The oldest parental joke in the world has many variations. Here’s mine:

Question: “What is the one thing your child wants?”

Answer: “Whatever his or her sibling has.”

I heard a rumor that Adam and Eve wrote that crack, but I’m ashamed to admit that as a sibling, father and grandfather, I understand the punch line all too well. Going back to my childhood, I remember well my mother’s oft-repeated admonition: “Don’t look at what the other guy has!”

You don’t even get a vacation from this scenario when on vacation. During a stop on our recent Caribbean cruise, my grandson and granddaughter were each digging a hole in the sand at a Costa Maya beach. They were overjoyed when they individually struck water in their respective holes. Three year-old “Sis” got a head start resulting in a deeper hole. Her four year-old brother took note of this horrid inequity. He promptly took advantage whilst she was on her coffee break. He quickly looked around to see if anyone was looking and slyly filled in some of her hole. A few minutes later, Sis was wailing (that’s crying, not looking for the largest mammal).

If this was restricted to the under-five crowd, I might not be too surprised. But no more than a few minutes later, an irritated beach café owner began scolding his neighboring café owner that he had crossed the invisible line on the beach and was stealing his customers. He repeatedly pointed to the sand, muttered something in Spanish, stuck out his foot and drew a line in the sand with his toe for dramatic effect and promptly left in what was literally a Mexican stand-off. Thankfully, no shots were fired. More thankfully, my grandkids didn’t witness it or they would be justifying their behavior.

Meanwhile, the television was covering a more serious conflict in the Middle East and I got to thinking that they are probably squabbling over some sand as well. Later on this very same vacation, I went to see The National World War II Museum and I couldn’t help thinking about the beaches of Normandy and Iwo Jima and a thousand others beside.

Ever since Cain kicked sand in Abel’s face, the world has been drawing lines because of jealousy or as an effort to dominate or one-up another person or people group. Solomon nailed it in Ecclesiastes 4:4: “Then I observed that most people are motivated to success because they envy their neighbors.

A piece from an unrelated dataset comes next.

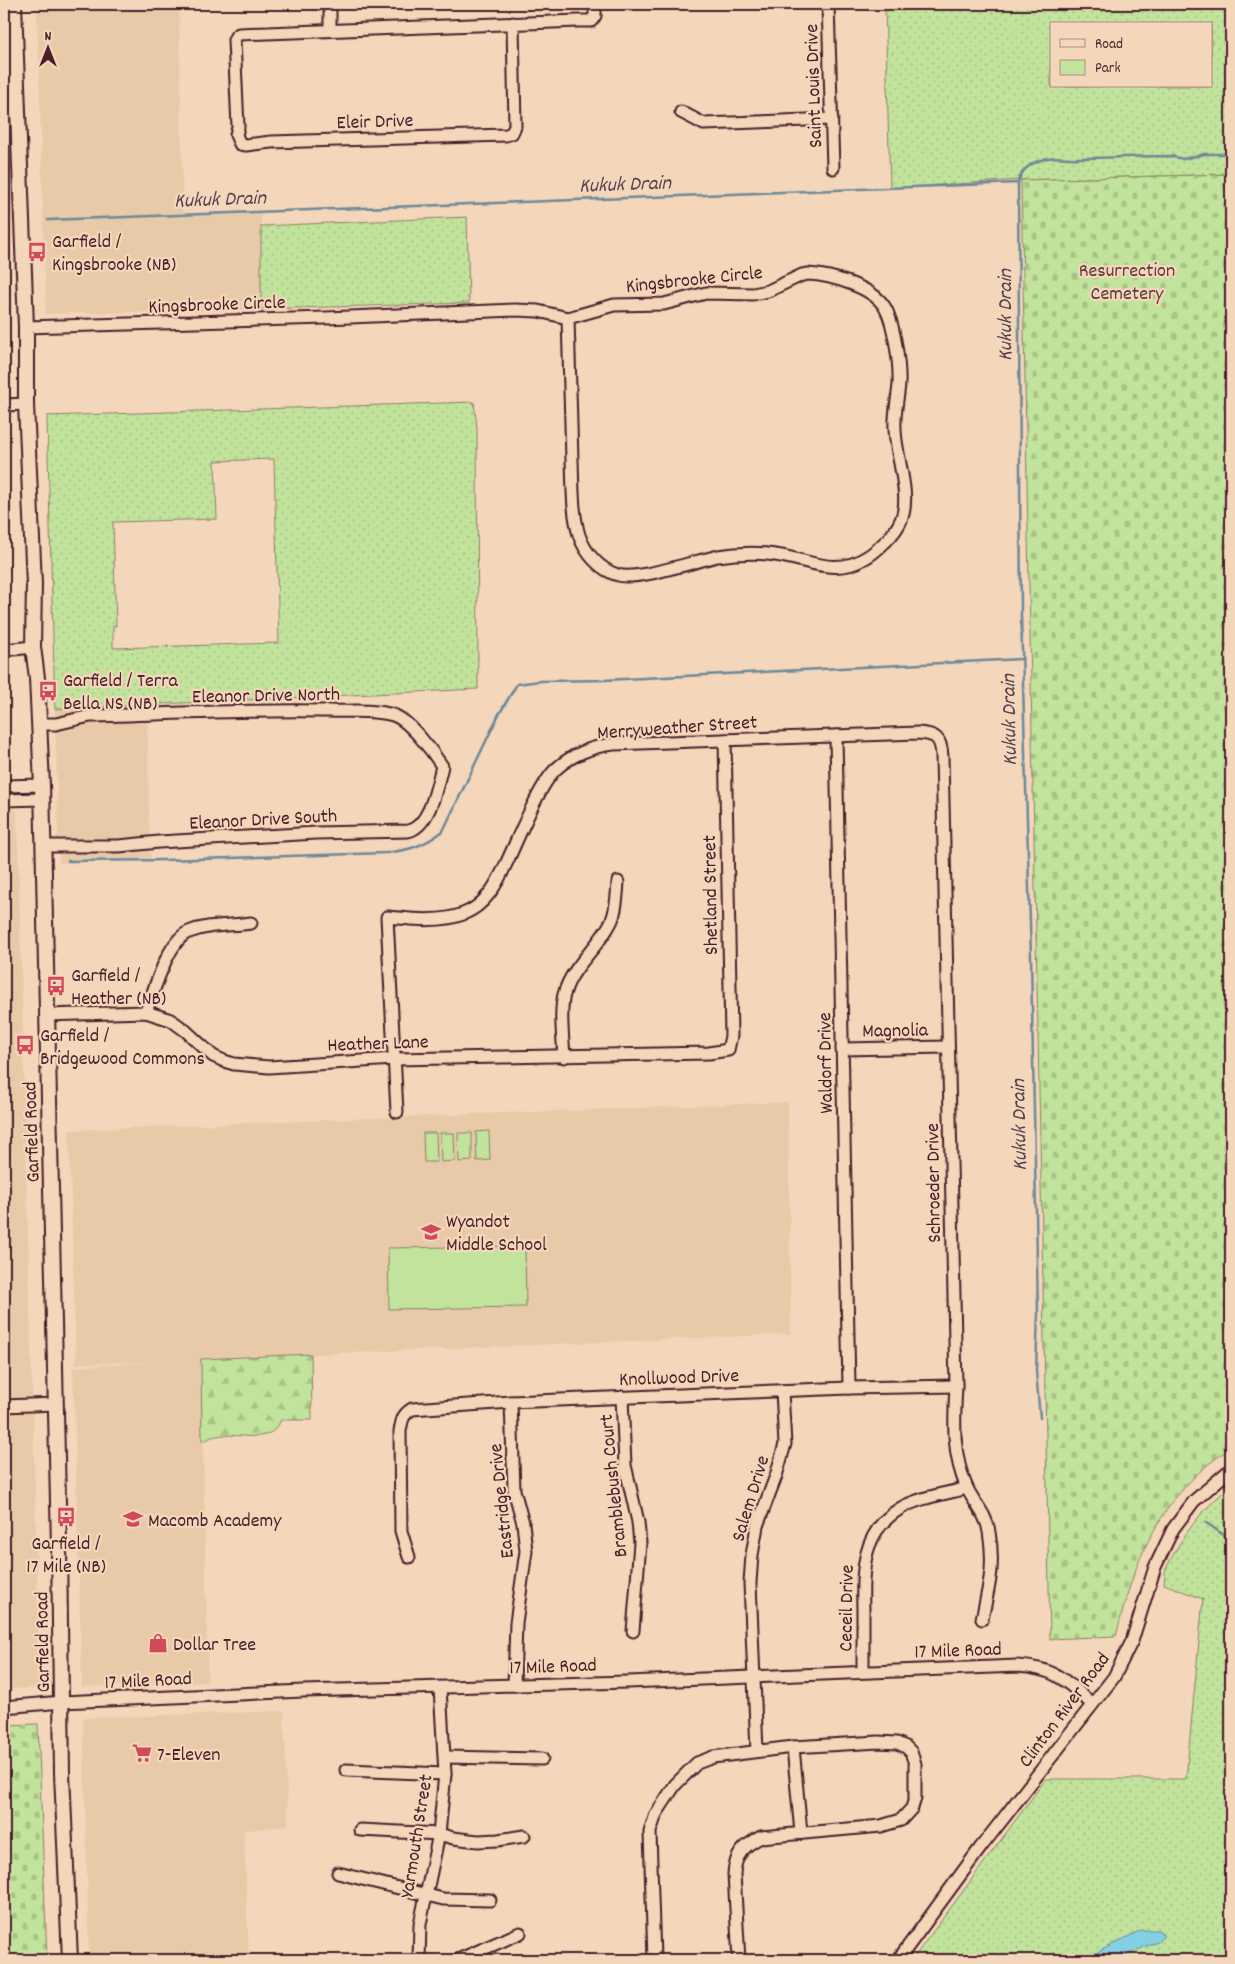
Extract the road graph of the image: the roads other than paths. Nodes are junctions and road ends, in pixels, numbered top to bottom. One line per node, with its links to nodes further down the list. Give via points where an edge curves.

But this, too, is meaningless—like chasing the wind.” Just ask Hitler.

I began to wonder how many times I’ve drawn lines in the sand over “my” territory. After all, I am the one who created the sand, aren’t I?

I make no argument here against the individual ownership of private property or the sovereignty of nations. Two of the Ten Commandments deal with stealing and coveting and therefore the obvious inference is that possessing something is a right that others shouldn’t infringe on or even secretly envy (covet).

In Matthew 20: 13-15, Jesus touches on those who assign favoritism to God because He treats people differently: ““He answered one of them, ‘Friend, I haven’t been unfair! Didn’t you agree to work all day for the usual wage? Take your money and go. I wanted to pay this last worker the same as you. Is it against the law for me to do what I want with my money? Should you be jealous because I am kind to others?’”

“Comparisons are odious” and “Jealousy is crueler than the grave” or so they say. All of us could learn a lesson from my grandchildren. If envy and comparisons have landed on your beach, why bury your head in the sand?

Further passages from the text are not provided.